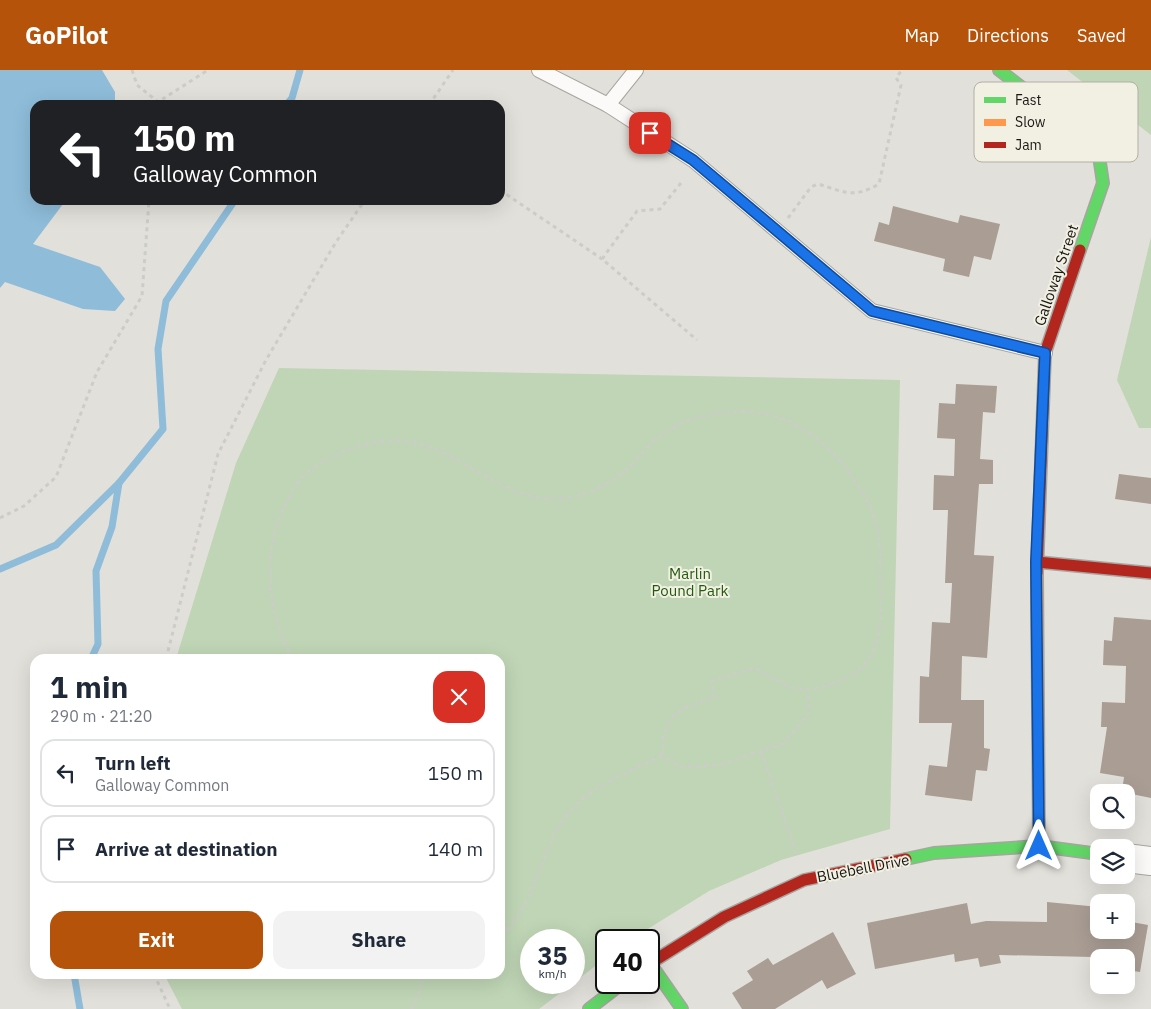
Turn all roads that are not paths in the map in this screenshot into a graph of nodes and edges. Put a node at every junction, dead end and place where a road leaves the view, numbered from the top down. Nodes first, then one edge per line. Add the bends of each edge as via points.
1 (539, 70) edge
2 (636, 70) edge
3 (999, 70) edge
4 (1015, 82) edge
5 (608, 105) junction
6 (1100, 162) edge
7 (1045, 353) junction
8 (1036, 562) junction
9 (1151, 573) edge
10 (1039, 846) junction
11 (1090, 853) edge
12 (1135, 859) edge
13 (1151, 861) edge
14 (660, 956) edge
15 (660, 978) edge
16 (608, 994) edge
17 (589, 1009) edge
18 (682, 1009) edge

1 - 5 lane
2 - 5 lane
3 - 4 street, Galloway Street
5 - 7 lane via 693,160 872,311
6 - 7 street, Galloway Street via 1103,183
7 - 8 street, Galloway Street
8 - 9 street
8 - 10 street, Galloway Street
10 - 11 street, Bluebell Drive
10 - 14 street, Bluebell Drive via 934,853 804,880 724,917
12 - 13 street
15 - 18 street
16 - 17 street

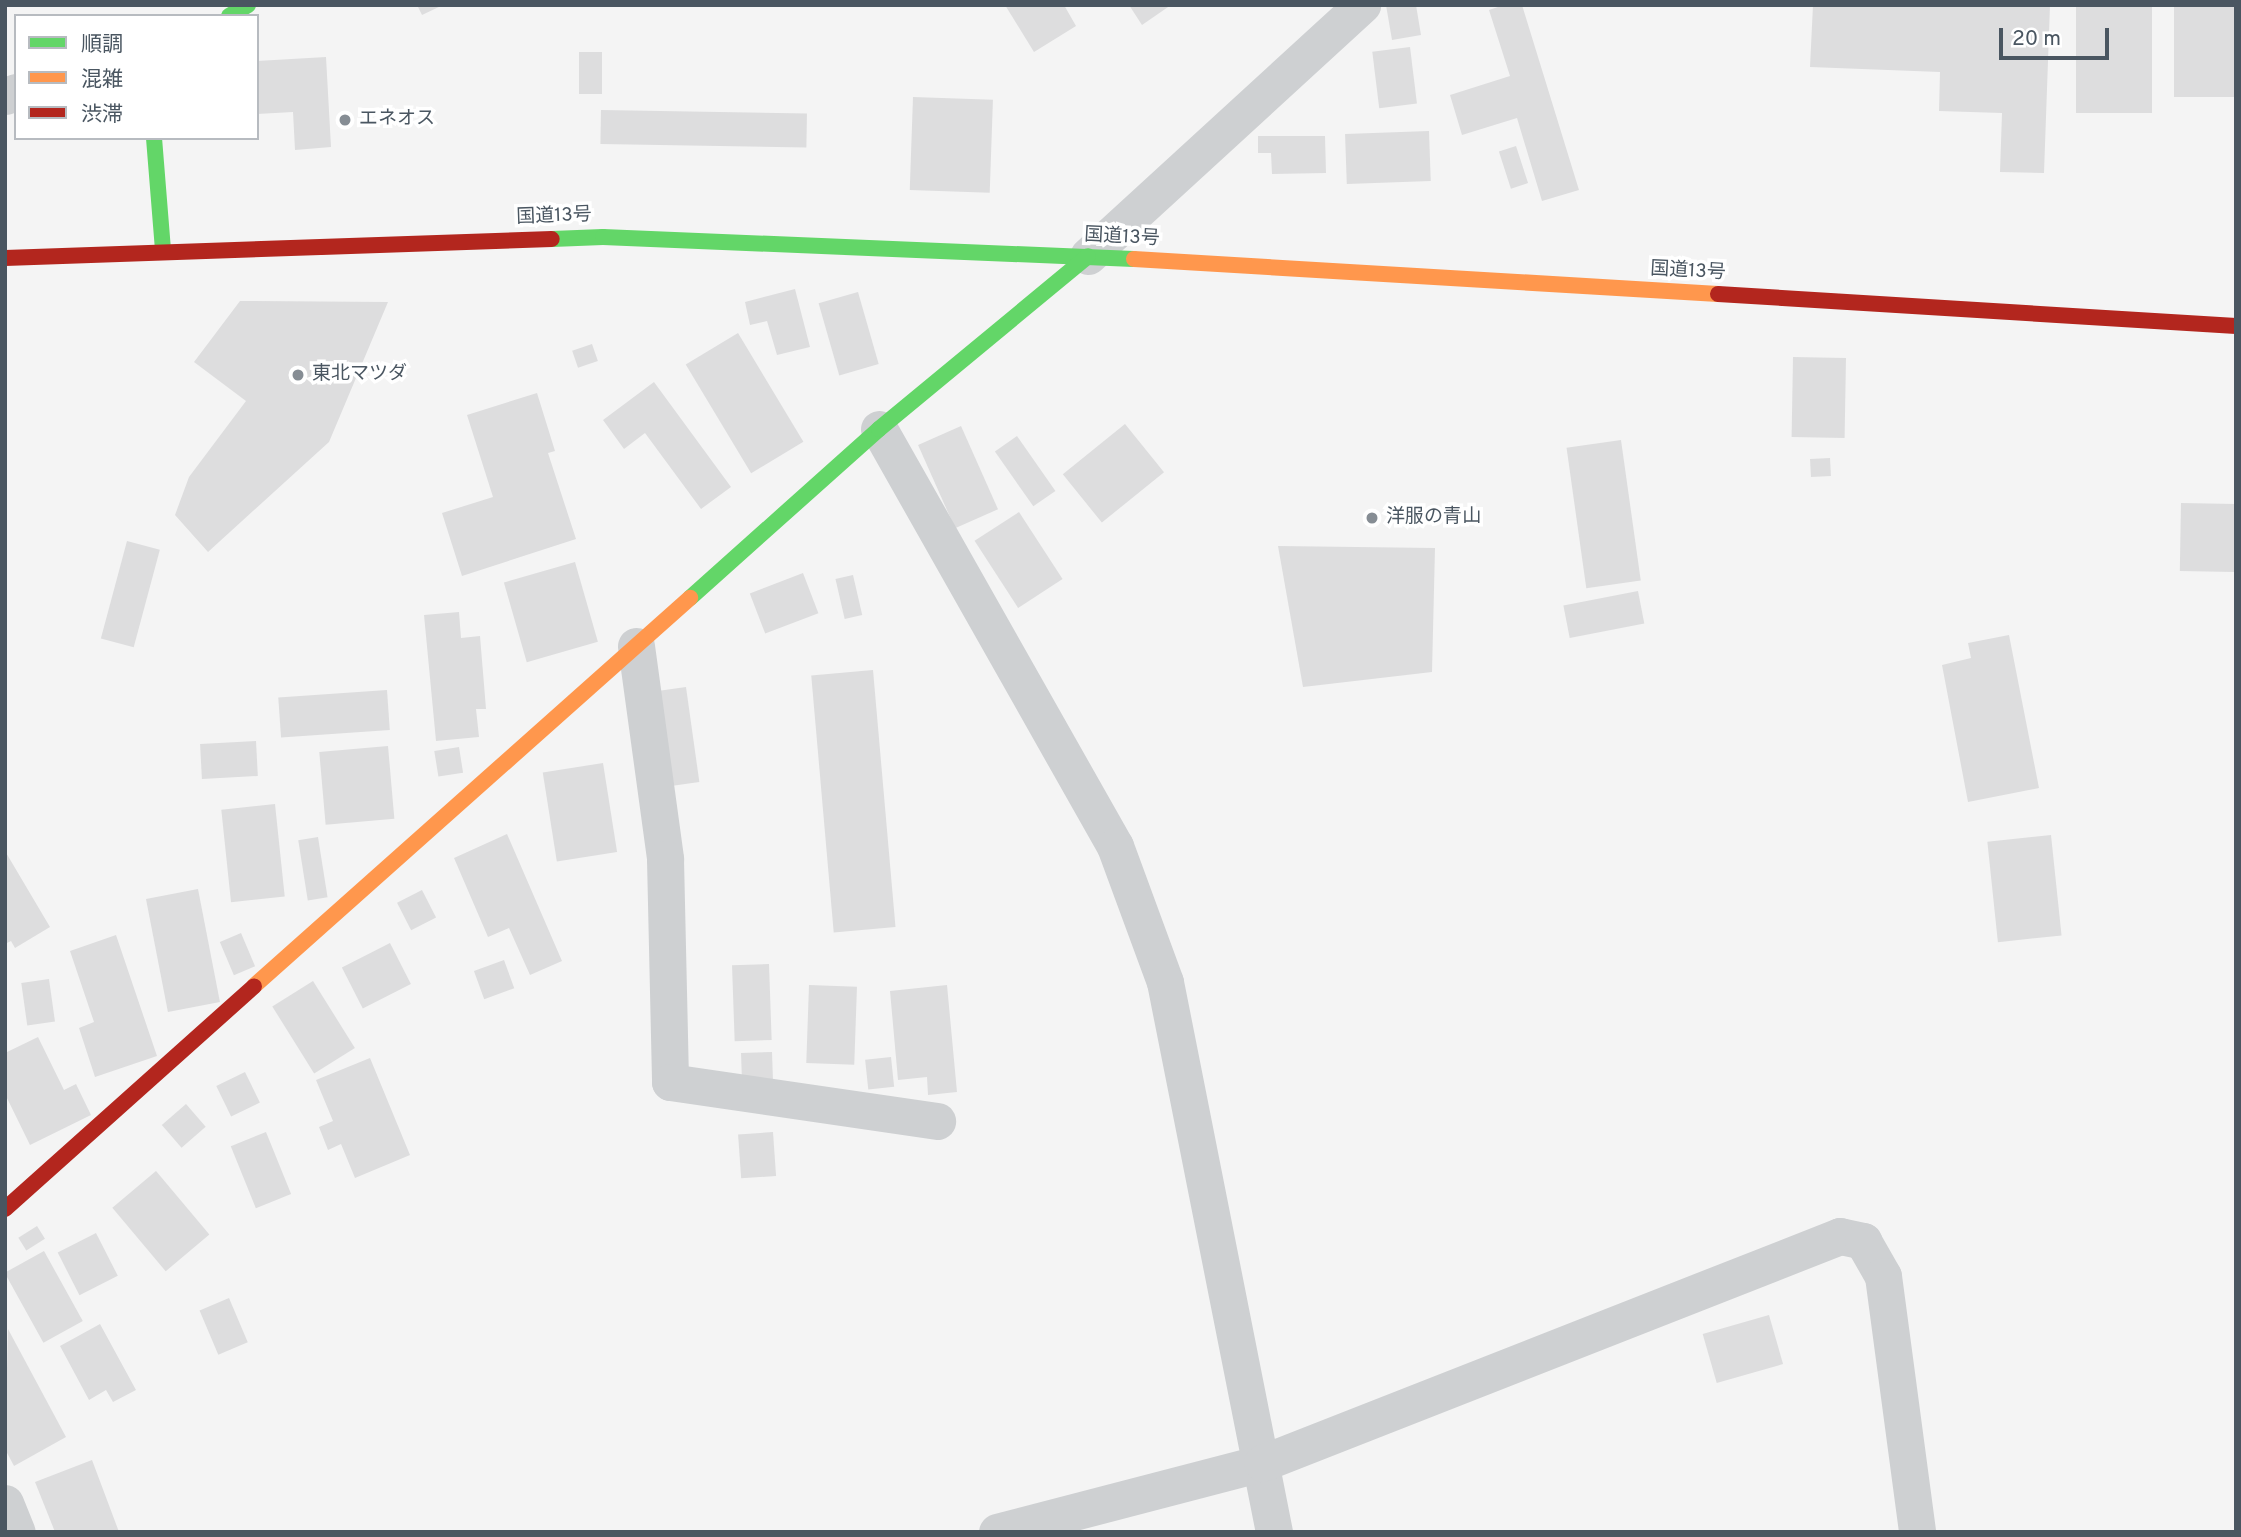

··········

Assigned task:
Pictures aside, restate the entries word for word.

Result below:
Turn all roads that are not paths in the map in this screenshot into a graph of nodes and edges. Put a node at every junction, dead end and place where a road leaves the view, numbered from the top down. Nodes first, then one edge per line. Add the bends of each edge as via points.
1 (539, 70) edge
2 (636, 70) edge
3 (999, 70) edge
4 (1015, 82) edge
5 (608, 105) junction
6 (1100, 162) edge
7 (1045, 353) junction
8 (1036, 562) junction
9 (1151, 573) edge
10 (1039, 846) junction
11 (1090, 853) edge
12 (1135, 859) edge
13 (1151, 861) edge
14 (660, 956) edge
15 (660, 978) edge
16 (608, 994) edge
17 (589, 1009) edge
18 (682, 1009) edge

1 - 5 lane
2 - 5 lane
3 - 4 street, Galloway Street
5 - 7 lane via 693,160 872,311
6 - 7 street, Galloway Street via 1103,183
7 - 8 street, Galloway Street
8 - 9 street
8 - 10 street, Galloway Street
10 - 11 street, Bluebell Drive
10 - 14 street, Bluebell Drive via 934,853 804,880 724,917
12 - 13 street
15 - 18 street
16 - 17 street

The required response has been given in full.